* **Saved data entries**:
§

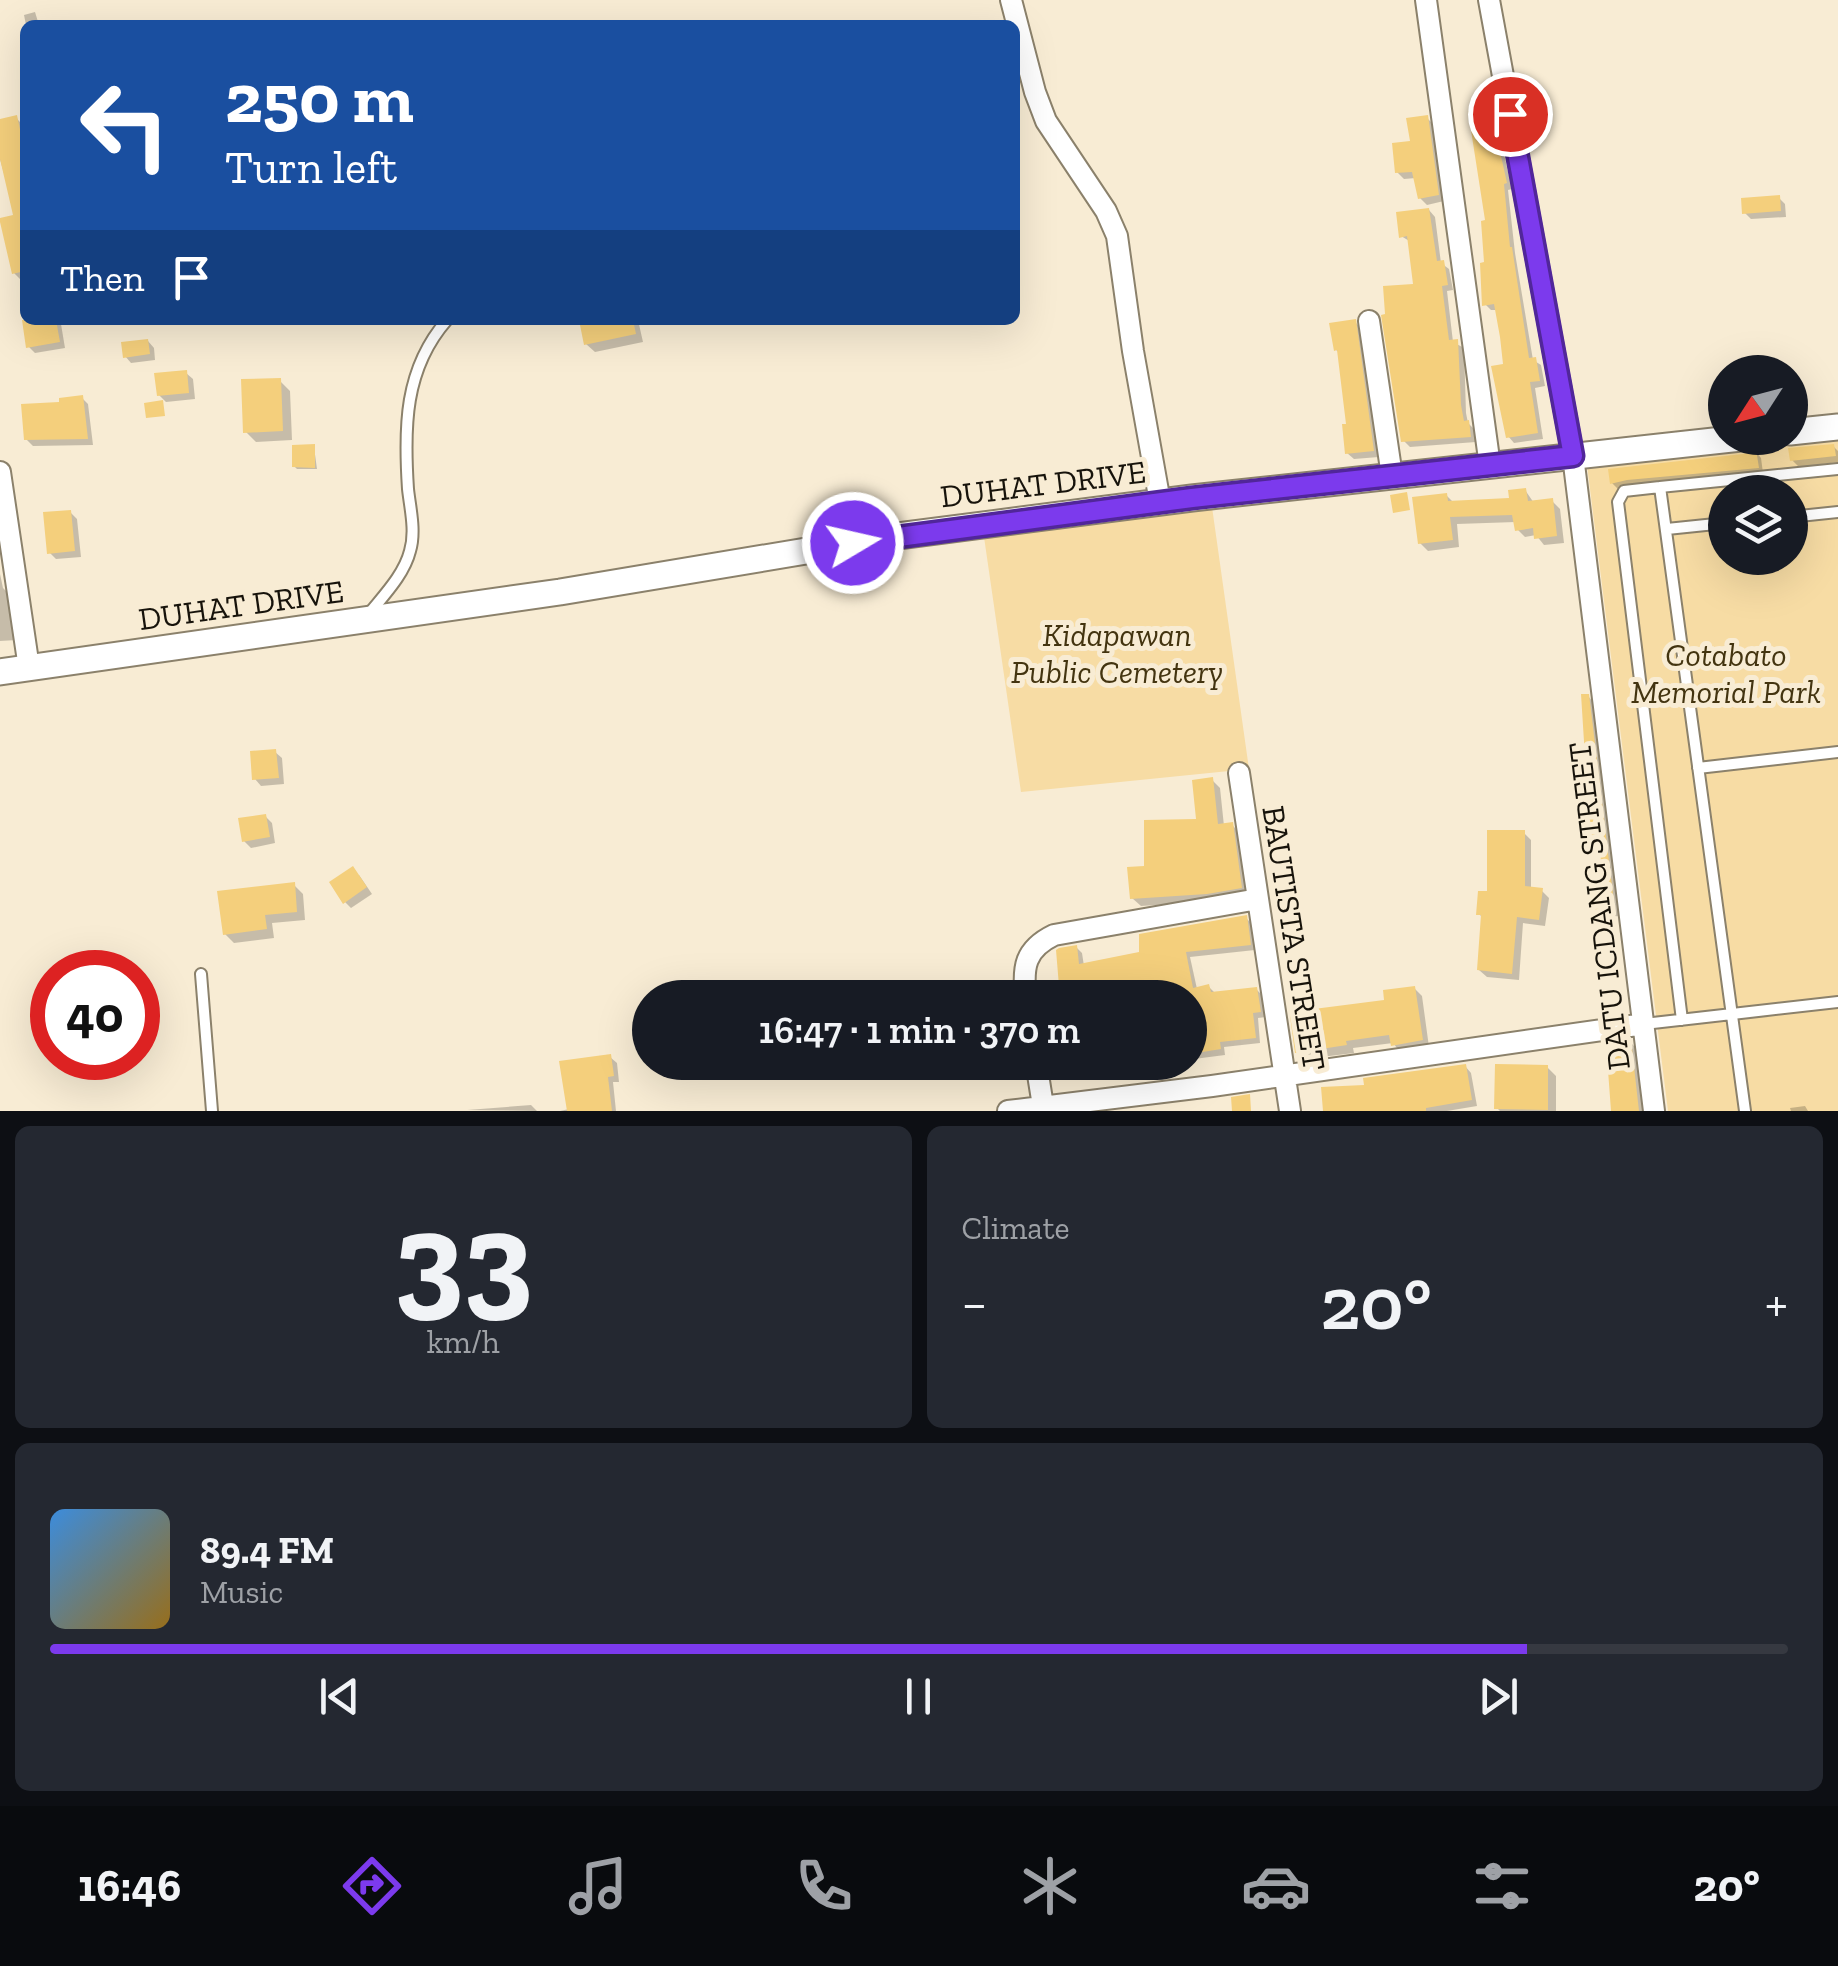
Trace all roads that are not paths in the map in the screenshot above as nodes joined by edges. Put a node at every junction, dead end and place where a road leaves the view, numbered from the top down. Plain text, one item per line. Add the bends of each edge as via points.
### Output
1 (1426, 0) edge
2 (1489, 0) edge
3 (1020, 31) edge
4 (1369, 322) dead end
5 (443, 325) edge
6 (1838, 426) edge
7 (1808, 430) edge
8 (1708, 442) edge
9 (1573, 456) junction
10 (1490, 466) junction
11 (1838, 469) edge
12 (0, 472) edge
13 (1392, 476) junction
14 (1660, 487) junction
15 (1160, 502) junction
16 (1838, 512) edge
17 (1808, 514) edge
18 (1708, 525) edge
19 (1667, 529) junction
20 (364, 620) junction
21 (30, 668) junction
22 (0, 672) edge
23 (1838, 752) edge
24 (1698, 768) junction
25 (1238, 773) dead end
26 (1258, 900) junction
27 (202, 974) dead end
28 (1027, 980) edge
29 (1838, 1002) edge
30 (1733, 1015) junction
31 (1682, 1020) junction
32 (1644, 1024) junction
33 (1284, 1075) junction
34 (1039, 1080) edge
35 (1043, 1106) junction
36 (212, 1111) edge
37 (1008, 1111) edge
38 (1290, 1111) edge
39 (1654, 1111) edge
40 (1745, 1111) edge

1 - 10 street
2 - 9 street, DATU ICDANG STREET
3 - 15 street via 1046,121 1118,236
4 - 13 street
5 - 20 lane via 410,388 404,429 410,550
6 - 7 street
8 - 9 street, DUHAT DRIVE
9 - 10 street, DUHAT DRIVE
9 - 32 street, DATU ICDANG STREET
10 - 13 street, DUHAT DRIVE
11 - 14 lane
12 - 21 street
13 - 15 street, DUHAT DRIVE
14 - 19 lane
14 - 31 lane via 1630,489 1618,502
15 - 20 street, DUHAT DRIVE
16 - 17 lane
18 - 19 lane
19 - 24 lane
20 - 21 street, DUHAT DRIVE
21 - 22 street, DUHAT DRIVE
23 - 24 lane
24 - 30 lane
25 - 26 street, BAUTISTA STREET
26 - 28 street via 1054,935 1028,956
26 - 33 street, BAUTISTA STREET
27 - 36 lane
29 - 30 lane
30 - 31 lane
30 - 40 lane
31 - 32 lane
32 - 33 street
32 - 39 street, DATU ICDANG STREET
33 - 35 street
33 - 38 street, BAUTISTA STREET
34 - 35 street
35 - 37 street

§

Give back all of the data exactly, but not the pictures.

* **Solution for this problem**:
Trace all roads that are not paths in the map in the screenshot above as nodes joined by edges. Put a node at every junction, dead end and place where a road leaves the view, numbered from the top down. Plain text, one item per line. Add the bends of each edge as via points.
### Output
1 (1426, 0) edge
2 (1489, 0) edge
3 (1020, 31) edge
4 (1369, 322) dead end
5 (443, 325) edge
6 (1838, 426) edge
7 (1808, 430) edge
8 (1708, 442) edge
9 (1573, 456) junction
10 (1490, 466) junction
11 (1838, 469) edge
12 (0, 472) edge
13 (1392, 476) junction
14 (1660, 487) junction
15 (1160, 502) junction
16 (1838, 512) edge
17 (1808, 514) edge
18 (1708, 525) edge
19 (1667, 529) junction
20 (364, 620) junction
21 (30, 668) junction
22 (0, 672) edge
23 (1838, 752) edge
24 (1698, 768) junction
25 (1238, 773) dead end
26 (1258, 900) junction
27 (202, 974) dead end
28 (1027, 980) edge
29 (1838, 1002) edge
30 (1733, 1015) junction
31 (1682, 1020) junction
32 (1644, 1024) junction
33 (1284, 1075) junction
34 (1039, 1080) edge
35 (1043, 1106) junction
36 (212, 1111) edge
37 (1008, 1111) edge
38 (1290, 1111) edge
39 (1654, 1111) edge
40 (1745, 1111) edge

1 - 10 street
2 - 9 street, DATU ICDANG STREET
3 - 15 street via 1046,121 1118,236
4 - 13 street
5 - 20 lane via 410,388 404,429 410,550
6 - 7 street
8 - 9 street, DUHAT DRIVE
9 - 10 street, DUHAT DRIVE
9 - 32 street, DATU ICDANG STREET
10 - 13 street, DUHAT DRIVE
11 - 14 lane
12 - 21 street
13 - 15 street, DUHAT DRIVE
14 - 19 lane
14 - 31 lane via 1630,489 1618,502
15 - 20 street, DUHAT DRIVE
16 - 17 lane
18 - 19 lane
19 - 24 lane
20 - 21 street, DUHAT DRIVE
21 - 22 street, DUHAT DRIVE
23 - 24 lane
24 - 30 lane
25 - 26 street, BAUTISTA STREET
26 - 28 street via 1054,935 1028,956
26 - 33 street, BAUTISTA STREET
27 - 36 lane
29 - 30 lane
30 - 31 lane
30 - 40 lane
31 - 32 lane
32 - 33 street
32 - 39 street, DATU ICDANG STREET
33 - 35 street
33 - 38 street, BAUTISTA STREET
34 - 35 street
35 - 37 street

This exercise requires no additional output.